Voy a personalizar esto de una vez para que no me vengan con vainas, la dedicatoria tiene un nombre: Sergio Monsalve (aka Cobranza en panfletonegro.com, o eso creo). Sí, es un ad hominem. Si no lo es, pido que disculpen mi mala educación.

Verás, Sergio, hace unos meses estuve en un restaurante chino en los Palos Grandes (Caracas) y me dijeron que tú escribías en el blog de cine que creó Carlos Caridad Montero (aka Carlanga) y descargabas a diestra y siniestra comentarios anónimos a favor y en contra sobre un mismo tópico.

Y que te descubrieron.

No tengo cómo saber si eso es cierto, pero me gusta creerlo. Yo soy así, de gustos. A partir de allí me pareció genial tu intención de inventar personajes anónimos que crearan un mundo virtual; eso (además del blog archivosabandonados.blogspot.com) es lo más interesante que había para perder tiempo en Internet.

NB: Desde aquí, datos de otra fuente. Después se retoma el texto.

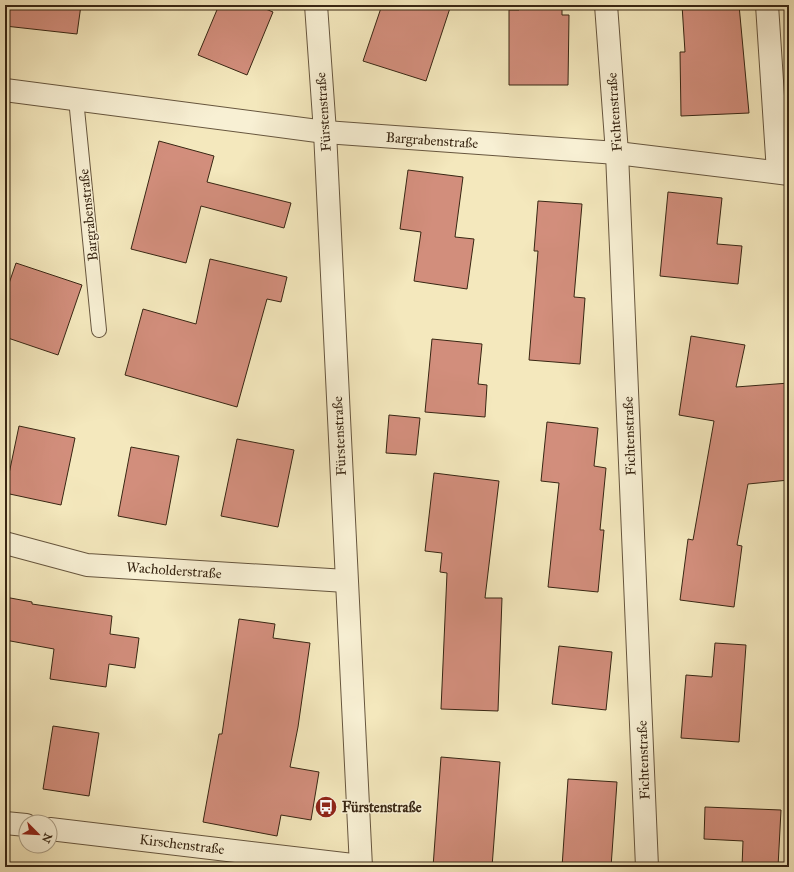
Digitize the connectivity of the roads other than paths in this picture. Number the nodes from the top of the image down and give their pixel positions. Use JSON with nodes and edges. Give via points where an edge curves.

Entonces pensé: tú eres un crítico. Quieres ser un crítico. Y un crítico, para los mal educados como yo, pone los puntos sobre las íes, es claro y va de frente. Y también da su nombre.

Eso me hizo desconfiar de ti.

Después vi que te disgustaba el trabajo que hacemos yo y mis panas en plátanoverde, porque nos apropiamos de un discurso callejero siendo unos sifrinos que trabajamos en el Centro San Ignacio (en Caracas). Entendí que éramos incoherentes.

Sergio, si Cobranza te parece un nombre cool para criticar, a nosotros Por el medio de la calle nos parece un nombre cool para hacer un evento gratuito de calle. No somos callejeros; esto quiere decir que no somos callejeros. Y el párrafo que viene –técnicamente– quiere decir que hicimos un evento gratuito de calle:

Produjimos un evento en mayo que convocó a unos tres mil transeúntes, con el apoyo logístico de la Alcaldía de Chacao y la participación de unas 200 personas que trabajaron sin cobrar. Había músicos, bailarines, locos, borrachos y maricos. Sin metáforas.

Aclarado esto, leí que ibas a escribir con suma cautela para criticar la última edición de plátanoverde; me pareció un lindo gesto, pero creo que te excediste: fuiste cauto y errático. Otra vez, partes de un error. Ni hicimos un gran esfuerzo, ni intentamos desmontar algo.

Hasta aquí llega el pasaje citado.